**Stored data entries:**
********
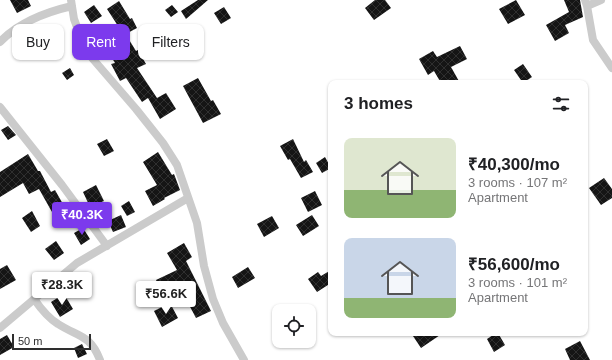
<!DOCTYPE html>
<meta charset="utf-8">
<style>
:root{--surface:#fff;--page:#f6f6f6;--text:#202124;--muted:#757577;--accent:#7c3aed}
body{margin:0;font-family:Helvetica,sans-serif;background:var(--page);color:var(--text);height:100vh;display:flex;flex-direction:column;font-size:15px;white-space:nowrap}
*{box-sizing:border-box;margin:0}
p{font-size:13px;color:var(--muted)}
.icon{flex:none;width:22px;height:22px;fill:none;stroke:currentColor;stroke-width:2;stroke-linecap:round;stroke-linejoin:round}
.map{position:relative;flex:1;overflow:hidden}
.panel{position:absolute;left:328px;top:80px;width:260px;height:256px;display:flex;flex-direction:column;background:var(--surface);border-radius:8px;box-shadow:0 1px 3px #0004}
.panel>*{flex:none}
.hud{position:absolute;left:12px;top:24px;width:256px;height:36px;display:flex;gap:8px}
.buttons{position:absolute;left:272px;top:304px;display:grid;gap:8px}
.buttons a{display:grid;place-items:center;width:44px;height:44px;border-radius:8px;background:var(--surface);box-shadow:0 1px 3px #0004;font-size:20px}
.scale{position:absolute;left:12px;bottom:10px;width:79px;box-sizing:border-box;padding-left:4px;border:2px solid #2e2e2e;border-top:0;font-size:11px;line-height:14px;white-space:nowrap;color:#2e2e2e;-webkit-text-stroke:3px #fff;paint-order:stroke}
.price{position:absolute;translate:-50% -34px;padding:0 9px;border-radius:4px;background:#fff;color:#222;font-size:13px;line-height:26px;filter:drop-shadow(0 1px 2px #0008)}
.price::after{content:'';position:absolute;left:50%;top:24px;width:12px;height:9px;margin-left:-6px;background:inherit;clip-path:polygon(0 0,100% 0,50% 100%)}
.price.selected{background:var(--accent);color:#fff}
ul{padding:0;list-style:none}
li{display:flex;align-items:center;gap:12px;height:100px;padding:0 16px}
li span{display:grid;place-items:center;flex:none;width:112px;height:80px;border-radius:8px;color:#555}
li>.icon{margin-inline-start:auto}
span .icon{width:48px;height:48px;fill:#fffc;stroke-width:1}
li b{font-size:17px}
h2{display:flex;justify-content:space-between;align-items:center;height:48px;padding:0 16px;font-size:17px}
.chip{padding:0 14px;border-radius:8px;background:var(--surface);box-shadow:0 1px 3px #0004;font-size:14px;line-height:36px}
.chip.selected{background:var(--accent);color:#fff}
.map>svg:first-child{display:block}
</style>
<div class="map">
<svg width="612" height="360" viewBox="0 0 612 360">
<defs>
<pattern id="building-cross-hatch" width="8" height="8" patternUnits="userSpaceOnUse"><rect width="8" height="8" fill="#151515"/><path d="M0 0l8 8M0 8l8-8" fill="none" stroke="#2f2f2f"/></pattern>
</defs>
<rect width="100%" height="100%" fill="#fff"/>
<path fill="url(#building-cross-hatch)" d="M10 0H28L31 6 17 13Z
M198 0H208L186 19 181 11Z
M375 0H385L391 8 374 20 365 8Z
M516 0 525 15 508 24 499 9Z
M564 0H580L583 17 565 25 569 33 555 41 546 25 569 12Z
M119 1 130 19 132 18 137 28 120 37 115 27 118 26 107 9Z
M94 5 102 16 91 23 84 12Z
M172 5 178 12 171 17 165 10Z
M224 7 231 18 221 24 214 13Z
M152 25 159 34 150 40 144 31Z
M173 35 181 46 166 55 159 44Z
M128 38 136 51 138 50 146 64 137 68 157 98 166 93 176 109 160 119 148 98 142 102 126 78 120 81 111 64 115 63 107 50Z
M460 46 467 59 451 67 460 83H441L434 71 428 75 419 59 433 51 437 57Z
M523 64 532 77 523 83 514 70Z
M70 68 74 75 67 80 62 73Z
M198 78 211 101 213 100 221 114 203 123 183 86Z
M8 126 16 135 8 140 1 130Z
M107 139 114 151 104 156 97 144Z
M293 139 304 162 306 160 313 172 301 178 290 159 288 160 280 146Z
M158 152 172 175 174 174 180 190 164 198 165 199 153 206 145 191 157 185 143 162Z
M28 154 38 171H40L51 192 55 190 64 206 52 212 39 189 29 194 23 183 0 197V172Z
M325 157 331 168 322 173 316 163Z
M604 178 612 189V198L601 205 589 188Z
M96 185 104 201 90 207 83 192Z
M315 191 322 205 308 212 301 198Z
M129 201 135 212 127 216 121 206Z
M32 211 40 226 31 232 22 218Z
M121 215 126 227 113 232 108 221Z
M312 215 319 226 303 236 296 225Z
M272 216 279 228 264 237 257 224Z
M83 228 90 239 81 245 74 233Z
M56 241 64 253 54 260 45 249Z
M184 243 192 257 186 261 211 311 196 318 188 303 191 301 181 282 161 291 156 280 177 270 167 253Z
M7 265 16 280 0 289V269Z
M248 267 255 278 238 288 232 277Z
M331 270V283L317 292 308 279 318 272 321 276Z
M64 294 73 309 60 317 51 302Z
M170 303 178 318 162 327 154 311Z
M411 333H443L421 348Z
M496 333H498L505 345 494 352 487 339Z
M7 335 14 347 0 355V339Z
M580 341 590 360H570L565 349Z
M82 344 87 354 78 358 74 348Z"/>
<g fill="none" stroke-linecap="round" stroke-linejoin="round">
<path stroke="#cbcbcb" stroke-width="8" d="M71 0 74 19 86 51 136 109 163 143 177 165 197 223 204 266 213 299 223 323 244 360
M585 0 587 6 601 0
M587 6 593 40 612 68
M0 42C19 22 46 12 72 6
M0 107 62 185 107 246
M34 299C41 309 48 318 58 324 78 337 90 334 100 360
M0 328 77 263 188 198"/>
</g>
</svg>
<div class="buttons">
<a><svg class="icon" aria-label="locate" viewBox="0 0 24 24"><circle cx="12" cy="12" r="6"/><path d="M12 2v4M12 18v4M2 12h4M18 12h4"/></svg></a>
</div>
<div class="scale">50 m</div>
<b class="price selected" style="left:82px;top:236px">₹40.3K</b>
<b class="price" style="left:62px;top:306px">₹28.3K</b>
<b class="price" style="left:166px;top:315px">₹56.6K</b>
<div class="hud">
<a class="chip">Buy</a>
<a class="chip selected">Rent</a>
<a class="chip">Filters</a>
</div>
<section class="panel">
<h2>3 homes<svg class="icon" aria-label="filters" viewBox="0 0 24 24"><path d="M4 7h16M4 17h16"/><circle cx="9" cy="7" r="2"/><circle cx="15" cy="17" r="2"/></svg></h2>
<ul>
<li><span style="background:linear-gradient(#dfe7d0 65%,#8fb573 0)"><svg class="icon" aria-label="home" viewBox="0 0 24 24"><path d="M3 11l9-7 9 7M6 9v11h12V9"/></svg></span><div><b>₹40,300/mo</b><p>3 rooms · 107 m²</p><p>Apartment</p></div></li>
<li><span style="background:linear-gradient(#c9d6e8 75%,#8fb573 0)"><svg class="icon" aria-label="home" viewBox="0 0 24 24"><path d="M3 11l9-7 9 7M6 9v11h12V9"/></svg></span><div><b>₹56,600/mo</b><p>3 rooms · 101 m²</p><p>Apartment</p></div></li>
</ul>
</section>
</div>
********
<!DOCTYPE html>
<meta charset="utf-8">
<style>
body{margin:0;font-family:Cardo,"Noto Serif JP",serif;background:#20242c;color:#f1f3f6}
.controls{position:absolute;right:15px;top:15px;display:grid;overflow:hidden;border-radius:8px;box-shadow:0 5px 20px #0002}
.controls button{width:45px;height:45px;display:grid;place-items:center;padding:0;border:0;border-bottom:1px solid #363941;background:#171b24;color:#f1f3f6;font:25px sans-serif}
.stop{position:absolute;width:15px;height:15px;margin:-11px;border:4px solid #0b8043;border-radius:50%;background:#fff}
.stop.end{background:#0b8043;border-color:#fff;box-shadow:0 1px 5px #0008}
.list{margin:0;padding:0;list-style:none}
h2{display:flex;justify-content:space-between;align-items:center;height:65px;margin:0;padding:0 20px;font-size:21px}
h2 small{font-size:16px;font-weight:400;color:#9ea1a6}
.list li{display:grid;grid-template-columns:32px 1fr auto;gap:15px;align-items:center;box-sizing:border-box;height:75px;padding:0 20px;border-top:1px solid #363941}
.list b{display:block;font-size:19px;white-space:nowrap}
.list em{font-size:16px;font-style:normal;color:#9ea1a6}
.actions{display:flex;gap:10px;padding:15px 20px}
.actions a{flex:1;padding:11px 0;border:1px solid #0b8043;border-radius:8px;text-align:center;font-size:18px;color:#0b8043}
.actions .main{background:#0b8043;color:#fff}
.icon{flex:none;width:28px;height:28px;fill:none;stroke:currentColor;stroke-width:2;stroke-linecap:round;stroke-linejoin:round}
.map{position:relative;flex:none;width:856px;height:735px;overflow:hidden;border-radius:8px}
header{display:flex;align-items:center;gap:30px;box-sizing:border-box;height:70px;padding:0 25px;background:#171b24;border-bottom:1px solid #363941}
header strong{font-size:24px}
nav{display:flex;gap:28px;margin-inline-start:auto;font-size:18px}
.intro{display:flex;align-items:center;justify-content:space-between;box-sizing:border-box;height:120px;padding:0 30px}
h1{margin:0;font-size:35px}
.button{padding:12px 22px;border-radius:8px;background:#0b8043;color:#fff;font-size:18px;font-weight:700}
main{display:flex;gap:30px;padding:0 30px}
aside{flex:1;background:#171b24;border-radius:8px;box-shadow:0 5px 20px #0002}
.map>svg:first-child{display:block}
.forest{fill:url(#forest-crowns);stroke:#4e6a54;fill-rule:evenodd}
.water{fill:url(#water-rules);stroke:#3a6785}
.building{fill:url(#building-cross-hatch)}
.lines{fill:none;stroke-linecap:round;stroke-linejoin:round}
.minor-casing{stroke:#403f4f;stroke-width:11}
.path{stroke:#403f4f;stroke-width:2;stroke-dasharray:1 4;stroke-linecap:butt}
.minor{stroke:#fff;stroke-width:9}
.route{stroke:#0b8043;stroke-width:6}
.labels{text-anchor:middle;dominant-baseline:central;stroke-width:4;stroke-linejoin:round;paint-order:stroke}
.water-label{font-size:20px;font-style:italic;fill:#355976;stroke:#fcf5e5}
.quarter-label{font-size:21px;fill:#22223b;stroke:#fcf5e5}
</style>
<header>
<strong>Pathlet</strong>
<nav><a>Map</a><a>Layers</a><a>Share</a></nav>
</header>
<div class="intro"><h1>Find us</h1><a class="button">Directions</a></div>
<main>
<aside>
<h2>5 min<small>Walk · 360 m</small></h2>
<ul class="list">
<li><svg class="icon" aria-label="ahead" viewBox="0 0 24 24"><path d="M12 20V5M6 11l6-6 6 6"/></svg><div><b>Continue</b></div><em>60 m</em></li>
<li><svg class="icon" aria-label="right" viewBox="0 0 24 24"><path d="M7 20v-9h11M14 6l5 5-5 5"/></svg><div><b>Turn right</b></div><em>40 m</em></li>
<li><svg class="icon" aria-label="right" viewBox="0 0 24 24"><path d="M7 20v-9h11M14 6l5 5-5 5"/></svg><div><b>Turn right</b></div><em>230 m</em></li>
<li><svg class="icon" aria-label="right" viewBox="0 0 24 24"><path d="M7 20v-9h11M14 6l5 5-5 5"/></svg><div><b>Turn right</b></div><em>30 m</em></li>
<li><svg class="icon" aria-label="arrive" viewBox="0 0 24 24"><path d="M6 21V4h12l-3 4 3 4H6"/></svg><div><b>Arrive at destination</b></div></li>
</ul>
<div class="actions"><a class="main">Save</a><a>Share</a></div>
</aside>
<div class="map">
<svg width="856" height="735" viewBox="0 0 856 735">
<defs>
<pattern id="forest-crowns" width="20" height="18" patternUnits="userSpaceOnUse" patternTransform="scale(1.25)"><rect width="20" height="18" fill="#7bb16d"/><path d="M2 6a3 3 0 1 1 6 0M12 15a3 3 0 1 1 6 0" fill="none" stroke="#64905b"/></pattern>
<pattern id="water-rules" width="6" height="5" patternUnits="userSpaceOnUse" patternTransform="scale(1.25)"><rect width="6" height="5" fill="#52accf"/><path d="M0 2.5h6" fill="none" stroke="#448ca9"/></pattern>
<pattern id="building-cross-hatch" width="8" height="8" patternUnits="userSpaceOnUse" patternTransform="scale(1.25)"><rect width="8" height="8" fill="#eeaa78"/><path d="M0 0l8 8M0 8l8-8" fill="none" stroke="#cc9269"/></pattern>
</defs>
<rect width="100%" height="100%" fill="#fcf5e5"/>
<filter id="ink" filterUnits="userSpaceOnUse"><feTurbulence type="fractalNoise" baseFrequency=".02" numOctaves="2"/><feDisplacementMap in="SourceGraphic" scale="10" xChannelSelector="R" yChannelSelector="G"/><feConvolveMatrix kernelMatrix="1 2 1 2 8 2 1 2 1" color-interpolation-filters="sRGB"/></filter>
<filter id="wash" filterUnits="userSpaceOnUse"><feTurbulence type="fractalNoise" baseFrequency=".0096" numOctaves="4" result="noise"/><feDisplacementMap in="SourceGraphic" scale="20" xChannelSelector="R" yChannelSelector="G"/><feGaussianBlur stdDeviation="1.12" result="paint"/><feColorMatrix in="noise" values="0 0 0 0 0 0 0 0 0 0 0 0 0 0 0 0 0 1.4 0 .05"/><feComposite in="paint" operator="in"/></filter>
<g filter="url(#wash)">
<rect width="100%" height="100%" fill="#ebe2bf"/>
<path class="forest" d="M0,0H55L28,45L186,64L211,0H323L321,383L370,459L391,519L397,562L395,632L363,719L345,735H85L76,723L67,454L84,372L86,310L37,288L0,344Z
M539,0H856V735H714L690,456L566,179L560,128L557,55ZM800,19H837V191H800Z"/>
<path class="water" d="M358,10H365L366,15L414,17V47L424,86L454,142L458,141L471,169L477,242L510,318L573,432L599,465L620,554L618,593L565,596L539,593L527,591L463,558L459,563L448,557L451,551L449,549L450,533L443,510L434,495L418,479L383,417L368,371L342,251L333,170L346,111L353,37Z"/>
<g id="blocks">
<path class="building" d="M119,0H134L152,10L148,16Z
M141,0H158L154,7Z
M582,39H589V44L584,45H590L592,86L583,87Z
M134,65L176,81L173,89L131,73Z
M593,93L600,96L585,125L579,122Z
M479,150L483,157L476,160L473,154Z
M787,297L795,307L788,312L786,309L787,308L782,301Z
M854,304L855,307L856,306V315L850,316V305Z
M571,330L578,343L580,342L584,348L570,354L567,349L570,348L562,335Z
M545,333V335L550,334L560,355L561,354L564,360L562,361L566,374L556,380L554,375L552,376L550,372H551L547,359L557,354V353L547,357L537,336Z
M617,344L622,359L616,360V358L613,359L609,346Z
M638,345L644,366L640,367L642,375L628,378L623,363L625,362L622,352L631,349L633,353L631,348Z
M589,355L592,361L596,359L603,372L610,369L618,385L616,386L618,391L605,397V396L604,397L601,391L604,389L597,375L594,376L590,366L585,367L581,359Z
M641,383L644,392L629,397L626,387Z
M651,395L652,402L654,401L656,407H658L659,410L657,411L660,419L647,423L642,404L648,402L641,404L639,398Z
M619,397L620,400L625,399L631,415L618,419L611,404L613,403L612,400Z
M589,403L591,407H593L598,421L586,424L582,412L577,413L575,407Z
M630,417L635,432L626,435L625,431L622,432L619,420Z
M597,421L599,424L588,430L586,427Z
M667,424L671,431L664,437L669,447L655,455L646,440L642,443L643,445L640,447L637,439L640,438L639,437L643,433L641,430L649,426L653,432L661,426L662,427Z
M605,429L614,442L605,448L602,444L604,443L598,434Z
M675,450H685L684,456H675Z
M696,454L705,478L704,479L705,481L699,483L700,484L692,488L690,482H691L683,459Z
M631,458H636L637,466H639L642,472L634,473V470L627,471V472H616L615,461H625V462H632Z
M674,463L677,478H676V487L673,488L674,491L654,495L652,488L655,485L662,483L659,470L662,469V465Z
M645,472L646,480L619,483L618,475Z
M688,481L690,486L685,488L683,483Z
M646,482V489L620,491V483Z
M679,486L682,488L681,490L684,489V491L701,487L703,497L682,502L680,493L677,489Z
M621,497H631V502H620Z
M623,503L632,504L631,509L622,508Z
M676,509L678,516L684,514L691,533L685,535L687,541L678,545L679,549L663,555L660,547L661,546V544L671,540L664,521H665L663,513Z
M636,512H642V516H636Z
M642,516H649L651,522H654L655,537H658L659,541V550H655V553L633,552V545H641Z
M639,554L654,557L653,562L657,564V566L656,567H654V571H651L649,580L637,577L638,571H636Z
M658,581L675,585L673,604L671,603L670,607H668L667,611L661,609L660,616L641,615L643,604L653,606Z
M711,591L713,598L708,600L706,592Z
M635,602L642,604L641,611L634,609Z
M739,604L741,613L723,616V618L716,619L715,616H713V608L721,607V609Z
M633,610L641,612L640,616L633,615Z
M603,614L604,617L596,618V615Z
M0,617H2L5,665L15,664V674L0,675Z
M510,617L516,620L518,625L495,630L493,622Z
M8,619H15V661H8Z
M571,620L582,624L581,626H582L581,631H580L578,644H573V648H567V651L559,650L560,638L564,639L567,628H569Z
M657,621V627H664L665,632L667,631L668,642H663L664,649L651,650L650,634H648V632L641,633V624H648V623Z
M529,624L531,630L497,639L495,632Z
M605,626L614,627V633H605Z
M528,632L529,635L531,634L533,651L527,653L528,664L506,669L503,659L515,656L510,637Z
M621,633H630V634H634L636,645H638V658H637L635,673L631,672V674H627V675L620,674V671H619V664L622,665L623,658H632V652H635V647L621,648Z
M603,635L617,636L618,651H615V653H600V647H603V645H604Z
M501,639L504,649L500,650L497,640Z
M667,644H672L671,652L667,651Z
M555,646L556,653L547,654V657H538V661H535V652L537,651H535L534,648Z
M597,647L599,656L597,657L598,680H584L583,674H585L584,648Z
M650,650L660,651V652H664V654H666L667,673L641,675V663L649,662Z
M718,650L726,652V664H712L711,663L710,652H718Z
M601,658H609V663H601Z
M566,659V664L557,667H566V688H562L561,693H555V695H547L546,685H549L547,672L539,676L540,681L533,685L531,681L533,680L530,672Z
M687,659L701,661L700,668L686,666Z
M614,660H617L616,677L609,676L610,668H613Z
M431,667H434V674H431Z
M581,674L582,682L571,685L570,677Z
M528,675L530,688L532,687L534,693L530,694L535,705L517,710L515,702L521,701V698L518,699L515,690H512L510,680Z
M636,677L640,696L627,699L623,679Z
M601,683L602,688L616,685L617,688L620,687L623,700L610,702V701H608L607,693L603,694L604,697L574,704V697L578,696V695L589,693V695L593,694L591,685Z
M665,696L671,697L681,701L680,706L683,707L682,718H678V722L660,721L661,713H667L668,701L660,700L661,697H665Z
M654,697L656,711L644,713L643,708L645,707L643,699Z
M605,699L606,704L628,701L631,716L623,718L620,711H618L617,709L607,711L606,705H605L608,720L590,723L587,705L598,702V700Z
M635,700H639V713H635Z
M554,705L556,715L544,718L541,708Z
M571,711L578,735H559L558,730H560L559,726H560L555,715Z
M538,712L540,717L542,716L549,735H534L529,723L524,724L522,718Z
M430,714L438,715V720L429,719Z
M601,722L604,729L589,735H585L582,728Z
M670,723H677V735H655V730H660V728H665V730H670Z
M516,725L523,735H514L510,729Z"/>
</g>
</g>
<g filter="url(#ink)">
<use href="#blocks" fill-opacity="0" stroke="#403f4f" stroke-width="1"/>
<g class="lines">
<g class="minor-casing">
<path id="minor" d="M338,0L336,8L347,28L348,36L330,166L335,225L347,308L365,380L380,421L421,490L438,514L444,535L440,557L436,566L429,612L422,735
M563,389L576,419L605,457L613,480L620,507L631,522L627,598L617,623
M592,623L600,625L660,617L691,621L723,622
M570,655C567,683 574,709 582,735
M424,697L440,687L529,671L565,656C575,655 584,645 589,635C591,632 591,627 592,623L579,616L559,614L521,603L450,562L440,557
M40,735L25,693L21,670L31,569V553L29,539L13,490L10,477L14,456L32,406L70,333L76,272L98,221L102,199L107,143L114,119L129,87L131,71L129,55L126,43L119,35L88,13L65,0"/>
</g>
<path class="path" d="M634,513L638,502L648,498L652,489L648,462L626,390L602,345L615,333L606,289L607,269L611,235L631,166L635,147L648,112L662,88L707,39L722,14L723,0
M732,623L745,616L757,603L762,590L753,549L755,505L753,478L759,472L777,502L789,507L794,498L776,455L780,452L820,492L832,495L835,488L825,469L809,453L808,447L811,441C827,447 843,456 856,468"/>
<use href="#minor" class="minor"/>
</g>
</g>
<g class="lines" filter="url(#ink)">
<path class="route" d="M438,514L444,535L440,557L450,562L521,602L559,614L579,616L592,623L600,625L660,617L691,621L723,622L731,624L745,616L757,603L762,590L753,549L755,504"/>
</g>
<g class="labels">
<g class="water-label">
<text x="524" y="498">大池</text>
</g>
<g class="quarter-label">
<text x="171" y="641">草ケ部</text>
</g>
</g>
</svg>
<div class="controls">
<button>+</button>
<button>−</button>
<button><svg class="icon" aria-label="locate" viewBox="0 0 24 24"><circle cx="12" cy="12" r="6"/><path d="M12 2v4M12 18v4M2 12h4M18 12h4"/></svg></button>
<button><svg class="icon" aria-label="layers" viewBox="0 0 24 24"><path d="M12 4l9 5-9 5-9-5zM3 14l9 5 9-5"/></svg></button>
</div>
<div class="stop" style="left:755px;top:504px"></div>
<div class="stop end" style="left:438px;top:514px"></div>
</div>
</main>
********
Every line that holds the word "filterUnits" should be copied from the records above.

<filter id="ink" filterUnits="userSpaceOnUse"><feTurbulence type="fractalNoise" baseFrequency=".02" numOctaves="2"/><feDisplacementMap in="SourceGraphic" scale="10" xChannelSelector="R" yChannelSelector="G"/><feConvolveMatrix kernelMatrix="1 2 1 2 8 2 1 2 1" color-interpolation-filters="sRGB"/></filter>
<filter id="wash" filterUnits="userSpaceOnUse"><feTurbulence type="fractalNoise" baseFrequency=".0096" numOctaves="4" result="noise"/><feDisplacementMap in="SourceGraphic" scale="20" xChannelSelector="R" yChannelSelector="G"/><feGaussianBlur stdDeviation="1.12" result="paint"/><feColorMatrix in="noise" values="0 0 0 0 0 0 0 0 0 0 0 0 0 0 0 0 0 1.4 0 .05"/><feComposite in="paint" operator="in"/></filter>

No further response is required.